L’ex baffo “rosso” della politica italiana torna a farsi sentire, ma spara a salve e non centra bene il bersaglio

Da Campiglia Marittima – no, non è un nome fittizio, esiste davvero – Massimo D’Alema si lancia in una delle sue uscite da palco che manco ai tempi d’oro della Quercia. Con lo sguardo fiero di chi sa tutto e il tono da “mi ascoltate perché sono l’ultimo che legge ancora Marx in lingua originale”, lancia la bomba: Israele è uno Stato terrorista.

Boom. Applausi. Standing ovation da parte degli ultimi irriducibili nostalgici della sinistra col Rolex.

Ma c’è un problema: ha sbagliato etichetta.

D’Alema, dai, un po’ di creatività. Terrorista? Troppo facile, troppo scontato, troppo… anni Duemila. Il vero problema dello Stato israeliano di Netanyahu non è che faccia paura. È che è clinicamente instabile. Parliamo di un Governo in preda a una crisi mistico-nazionalista, più confuso di un influencer no-vax a un congresso medico.

Altro che terroristi. I terroristi almeno hanno uno scopo nobile, a modo loro. Qui siamo oltre: deportazioni, stermini, propaganda etnica, vittimismo. Non è terrorismo, è revisionismo storico con la divisa e il drone. E se vi sembra eccessivo il paragone con il Terzo Reich, fatevi un giro a Gaza, poi ne riparliamo.

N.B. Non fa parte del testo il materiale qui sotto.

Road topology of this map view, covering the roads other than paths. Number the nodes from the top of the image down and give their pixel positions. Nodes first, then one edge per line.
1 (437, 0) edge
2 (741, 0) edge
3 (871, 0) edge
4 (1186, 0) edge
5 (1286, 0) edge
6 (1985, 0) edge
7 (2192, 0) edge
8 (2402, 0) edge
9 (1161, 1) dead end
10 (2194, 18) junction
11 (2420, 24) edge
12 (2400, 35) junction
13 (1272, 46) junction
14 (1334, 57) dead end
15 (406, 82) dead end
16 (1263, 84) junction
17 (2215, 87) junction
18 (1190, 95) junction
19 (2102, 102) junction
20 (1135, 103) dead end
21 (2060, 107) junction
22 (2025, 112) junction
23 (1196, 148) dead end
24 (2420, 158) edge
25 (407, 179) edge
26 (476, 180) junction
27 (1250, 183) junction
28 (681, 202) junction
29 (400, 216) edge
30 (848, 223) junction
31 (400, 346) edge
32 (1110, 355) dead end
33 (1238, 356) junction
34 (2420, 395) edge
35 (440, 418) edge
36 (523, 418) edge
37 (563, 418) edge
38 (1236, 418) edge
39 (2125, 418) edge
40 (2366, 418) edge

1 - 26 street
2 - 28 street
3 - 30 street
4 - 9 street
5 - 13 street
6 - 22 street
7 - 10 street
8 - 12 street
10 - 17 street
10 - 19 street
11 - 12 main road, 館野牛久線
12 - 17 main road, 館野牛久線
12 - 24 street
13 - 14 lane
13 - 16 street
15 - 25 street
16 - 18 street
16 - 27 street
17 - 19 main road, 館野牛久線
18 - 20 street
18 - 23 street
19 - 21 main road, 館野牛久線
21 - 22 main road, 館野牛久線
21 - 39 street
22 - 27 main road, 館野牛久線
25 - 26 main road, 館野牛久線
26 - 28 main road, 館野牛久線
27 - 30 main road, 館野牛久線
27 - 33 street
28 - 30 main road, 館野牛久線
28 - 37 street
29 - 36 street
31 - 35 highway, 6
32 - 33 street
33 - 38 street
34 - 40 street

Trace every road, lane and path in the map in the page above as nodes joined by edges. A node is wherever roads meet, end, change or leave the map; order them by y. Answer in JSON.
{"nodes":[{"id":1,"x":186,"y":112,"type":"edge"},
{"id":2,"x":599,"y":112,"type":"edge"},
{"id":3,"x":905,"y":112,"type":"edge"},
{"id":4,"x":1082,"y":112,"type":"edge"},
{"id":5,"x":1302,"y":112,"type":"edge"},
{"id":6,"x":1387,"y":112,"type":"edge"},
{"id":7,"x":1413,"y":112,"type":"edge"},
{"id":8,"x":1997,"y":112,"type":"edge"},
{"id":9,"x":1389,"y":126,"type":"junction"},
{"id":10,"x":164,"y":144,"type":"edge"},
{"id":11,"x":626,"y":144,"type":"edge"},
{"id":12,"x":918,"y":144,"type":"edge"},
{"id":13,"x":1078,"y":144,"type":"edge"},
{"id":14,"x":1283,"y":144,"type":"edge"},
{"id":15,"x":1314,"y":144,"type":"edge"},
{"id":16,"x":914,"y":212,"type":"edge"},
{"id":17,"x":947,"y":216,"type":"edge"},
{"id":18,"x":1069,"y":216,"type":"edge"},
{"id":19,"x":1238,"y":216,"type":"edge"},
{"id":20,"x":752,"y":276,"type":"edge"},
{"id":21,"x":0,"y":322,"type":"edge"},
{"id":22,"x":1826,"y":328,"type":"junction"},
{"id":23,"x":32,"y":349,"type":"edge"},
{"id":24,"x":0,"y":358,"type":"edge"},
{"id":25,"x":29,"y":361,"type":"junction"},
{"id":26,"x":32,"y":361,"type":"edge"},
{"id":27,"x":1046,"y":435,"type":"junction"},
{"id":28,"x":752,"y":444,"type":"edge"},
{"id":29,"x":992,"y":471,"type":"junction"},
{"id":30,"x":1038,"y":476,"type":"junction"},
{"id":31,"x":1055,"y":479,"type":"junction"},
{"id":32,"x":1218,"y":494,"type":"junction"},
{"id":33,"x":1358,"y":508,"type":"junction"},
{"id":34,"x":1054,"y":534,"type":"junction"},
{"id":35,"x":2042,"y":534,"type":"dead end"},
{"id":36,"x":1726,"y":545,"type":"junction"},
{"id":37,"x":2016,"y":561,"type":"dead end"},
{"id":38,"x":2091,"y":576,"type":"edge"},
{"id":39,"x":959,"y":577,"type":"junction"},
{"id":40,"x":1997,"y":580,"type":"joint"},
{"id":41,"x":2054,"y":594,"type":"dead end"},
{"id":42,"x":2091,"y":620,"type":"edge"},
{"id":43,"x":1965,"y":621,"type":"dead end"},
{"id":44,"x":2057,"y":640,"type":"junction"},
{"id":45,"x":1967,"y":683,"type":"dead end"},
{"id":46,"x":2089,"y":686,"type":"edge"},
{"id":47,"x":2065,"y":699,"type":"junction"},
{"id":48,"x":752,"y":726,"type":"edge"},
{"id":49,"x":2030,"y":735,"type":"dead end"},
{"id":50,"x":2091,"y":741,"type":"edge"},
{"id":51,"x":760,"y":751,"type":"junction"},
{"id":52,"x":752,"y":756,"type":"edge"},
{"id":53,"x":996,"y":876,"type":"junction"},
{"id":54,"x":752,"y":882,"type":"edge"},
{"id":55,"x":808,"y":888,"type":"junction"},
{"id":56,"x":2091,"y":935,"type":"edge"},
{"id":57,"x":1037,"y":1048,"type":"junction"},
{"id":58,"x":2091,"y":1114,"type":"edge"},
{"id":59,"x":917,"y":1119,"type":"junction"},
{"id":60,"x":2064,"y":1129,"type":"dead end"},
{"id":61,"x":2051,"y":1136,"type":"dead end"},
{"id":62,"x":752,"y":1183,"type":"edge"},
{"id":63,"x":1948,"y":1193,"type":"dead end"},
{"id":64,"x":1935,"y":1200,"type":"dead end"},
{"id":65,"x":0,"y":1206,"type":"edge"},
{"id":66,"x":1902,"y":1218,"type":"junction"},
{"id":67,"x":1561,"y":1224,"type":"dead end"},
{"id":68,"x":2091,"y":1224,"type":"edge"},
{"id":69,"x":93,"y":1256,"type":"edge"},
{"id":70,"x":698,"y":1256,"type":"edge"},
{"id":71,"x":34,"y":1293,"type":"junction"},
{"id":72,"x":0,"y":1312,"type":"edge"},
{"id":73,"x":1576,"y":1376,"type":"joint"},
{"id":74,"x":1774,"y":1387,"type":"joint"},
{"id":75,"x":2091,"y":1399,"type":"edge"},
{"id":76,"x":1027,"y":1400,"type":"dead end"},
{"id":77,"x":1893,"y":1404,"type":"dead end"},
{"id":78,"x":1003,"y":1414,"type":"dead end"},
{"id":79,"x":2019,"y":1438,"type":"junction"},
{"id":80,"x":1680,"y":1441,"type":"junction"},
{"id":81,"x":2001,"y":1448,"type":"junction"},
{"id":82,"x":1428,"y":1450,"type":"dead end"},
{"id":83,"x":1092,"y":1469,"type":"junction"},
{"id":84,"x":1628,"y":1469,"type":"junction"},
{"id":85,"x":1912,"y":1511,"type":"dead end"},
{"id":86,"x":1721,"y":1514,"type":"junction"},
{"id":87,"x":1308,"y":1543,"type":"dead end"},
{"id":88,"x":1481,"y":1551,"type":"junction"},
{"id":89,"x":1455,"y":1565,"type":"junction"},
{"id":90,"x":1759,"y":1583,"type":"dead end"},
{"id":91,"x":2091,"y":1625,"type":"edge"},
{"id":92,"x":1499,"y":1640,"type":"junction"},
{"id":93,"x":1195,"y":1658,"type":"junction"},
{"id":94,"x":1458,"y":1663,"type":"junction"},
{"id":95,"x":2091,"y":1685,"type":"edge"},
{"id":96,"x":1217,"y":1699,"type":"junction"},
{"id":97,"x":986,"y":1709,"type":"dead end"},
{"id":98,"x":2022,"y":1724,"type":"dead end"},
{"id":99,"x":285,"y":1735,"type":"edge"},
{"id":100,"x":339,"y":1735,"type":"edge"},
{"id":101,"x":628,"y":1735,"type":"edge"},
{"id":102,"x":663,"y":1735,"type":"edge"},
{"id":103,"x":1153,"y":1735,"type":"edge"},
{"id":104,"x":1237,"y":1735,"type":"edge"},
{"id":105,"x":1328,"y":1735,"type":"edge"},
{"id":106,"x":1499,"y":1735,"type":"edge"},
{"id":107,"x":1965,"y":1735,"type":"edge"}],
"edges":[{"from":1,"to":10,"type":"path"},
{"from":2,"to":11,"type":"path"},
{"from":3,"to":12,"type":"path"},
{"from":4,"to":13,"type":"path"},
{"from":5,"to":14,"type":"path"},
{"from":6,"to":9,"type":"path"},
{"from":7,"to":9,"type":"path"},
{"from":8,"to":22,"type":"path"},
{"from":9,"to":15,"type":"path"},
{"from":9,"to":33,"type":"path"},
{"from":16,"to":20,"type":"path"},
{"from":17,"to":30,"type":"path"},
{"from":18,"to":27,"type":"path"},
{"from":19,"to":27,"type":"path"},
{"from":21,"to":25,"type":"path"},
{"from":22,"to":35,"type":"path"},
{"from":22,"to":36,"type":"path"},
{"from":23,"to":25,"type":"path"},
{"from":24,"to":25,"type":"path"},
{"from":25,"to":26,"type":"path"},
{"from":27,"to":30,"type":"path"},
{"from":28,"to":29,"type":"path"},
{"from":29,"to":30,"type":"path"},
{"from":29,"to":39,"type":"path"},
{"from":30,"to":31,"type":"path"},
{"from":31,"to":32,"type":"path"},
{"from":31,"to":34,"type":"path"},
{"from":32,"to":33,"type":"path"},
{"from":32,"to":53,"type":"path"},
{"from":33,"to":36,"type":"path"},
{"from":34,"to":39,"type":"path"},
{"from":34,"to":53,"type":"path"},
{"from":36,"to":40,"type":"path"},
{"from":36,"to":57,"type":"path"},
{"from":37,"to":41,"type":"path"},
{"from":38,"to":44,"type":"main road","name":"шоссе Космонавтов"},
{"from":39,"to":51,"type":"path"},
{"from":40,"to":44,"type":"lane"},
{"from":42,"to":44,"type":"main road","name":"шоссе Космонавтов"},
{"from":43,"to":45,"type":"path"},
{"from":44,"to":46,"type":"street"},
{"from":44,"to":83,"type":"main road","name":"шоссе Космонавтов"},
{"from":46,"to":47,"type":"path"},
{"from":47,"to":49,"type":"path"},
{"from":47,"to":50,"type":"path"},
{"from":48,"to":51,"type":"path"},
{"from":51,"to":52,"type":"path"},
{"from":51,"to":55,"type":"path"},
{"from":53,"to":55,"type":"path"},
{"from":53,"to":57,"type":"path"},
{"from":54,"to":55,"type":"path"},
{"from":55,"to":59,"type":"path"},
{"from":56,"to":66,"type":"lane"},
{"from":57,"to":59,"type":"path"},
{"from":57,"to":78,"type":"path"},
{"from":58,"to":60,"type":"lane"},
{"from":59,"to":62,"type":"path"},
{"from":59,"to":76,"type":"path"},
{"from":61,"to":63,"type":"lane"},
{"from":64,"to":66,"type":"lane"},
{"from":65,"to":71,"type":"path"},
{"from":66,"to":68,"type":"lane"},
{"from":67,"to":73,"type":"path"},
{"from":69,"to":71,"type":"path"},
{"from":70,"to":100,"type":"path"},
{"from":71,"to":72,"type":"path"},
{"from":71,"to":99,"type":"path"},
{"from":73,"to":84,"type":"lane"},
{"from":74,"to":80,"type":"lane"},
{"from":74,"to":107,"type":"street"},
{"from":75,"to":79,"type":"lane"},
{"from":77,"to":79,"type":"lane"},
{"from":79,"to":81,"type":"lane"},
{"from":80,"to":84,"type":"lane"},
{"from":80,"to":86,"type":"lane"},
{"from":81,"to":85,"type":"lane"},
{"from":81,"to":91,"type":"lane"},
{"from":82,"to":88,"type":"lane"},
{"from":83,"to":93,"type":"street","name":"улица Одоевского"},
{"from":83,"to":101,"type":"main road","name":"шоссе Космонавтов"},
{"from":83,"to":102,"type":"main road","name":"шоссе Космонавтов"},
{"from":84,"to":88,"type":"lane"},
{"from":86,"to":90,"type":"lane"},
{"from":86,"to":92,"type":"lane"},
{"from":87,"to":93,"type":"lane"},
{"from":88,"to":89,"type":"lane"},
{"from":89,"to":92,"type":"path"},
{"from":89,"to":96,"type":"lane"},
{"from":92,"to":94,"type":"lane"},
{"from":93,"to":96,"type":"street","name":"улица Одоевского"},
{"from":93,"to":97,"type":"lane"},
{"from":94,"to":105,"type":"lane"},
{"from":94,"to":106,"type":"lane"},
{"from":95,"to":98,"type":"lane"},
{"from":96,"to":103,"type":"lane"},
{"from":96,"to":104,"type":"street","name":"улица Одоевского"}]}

Ma attenzione, perché il baffo non si limita a insultare Netanyahu: profetizza pure bombe sui treni europei, come se fossimo tornati al 2004 e Bin Laden stesse ancora usando il Nokia 3310. Panico? Nah. La verità è che nessuno ha voglia (o soldi) per finanziare il caos in una UE che si autodistrugge benissimo da sola.

Nel frattempo, D’Alema si unisce al club di Di Battista, Rubio e compagnia cantante, quelli che hanno trasformato i loro profili social in barricate di libertà.

Massimo, peró, ha il tirato suoi il coraggio (o la follia?) di dire quello che molti pensano e nessuno ha il coraggio di twittare: Netanyahu va “fermato” e giudicato in una Norimberga 2.0 (aggiungiamo noi), con biglietto di sola andata.

Tradotto: tribunale internazionale, processo pubblico e, se proprio vogliamo fare i nostalgici, forca modello 1946.

Insomma, D’Alema ci prova a tornare rilevante. E forse, paradossalmente, c’è riuscito: in un mondo dove tutti hanno paura a dire cose da bar, lui le dice da palco. Non benissimo, ma le dice.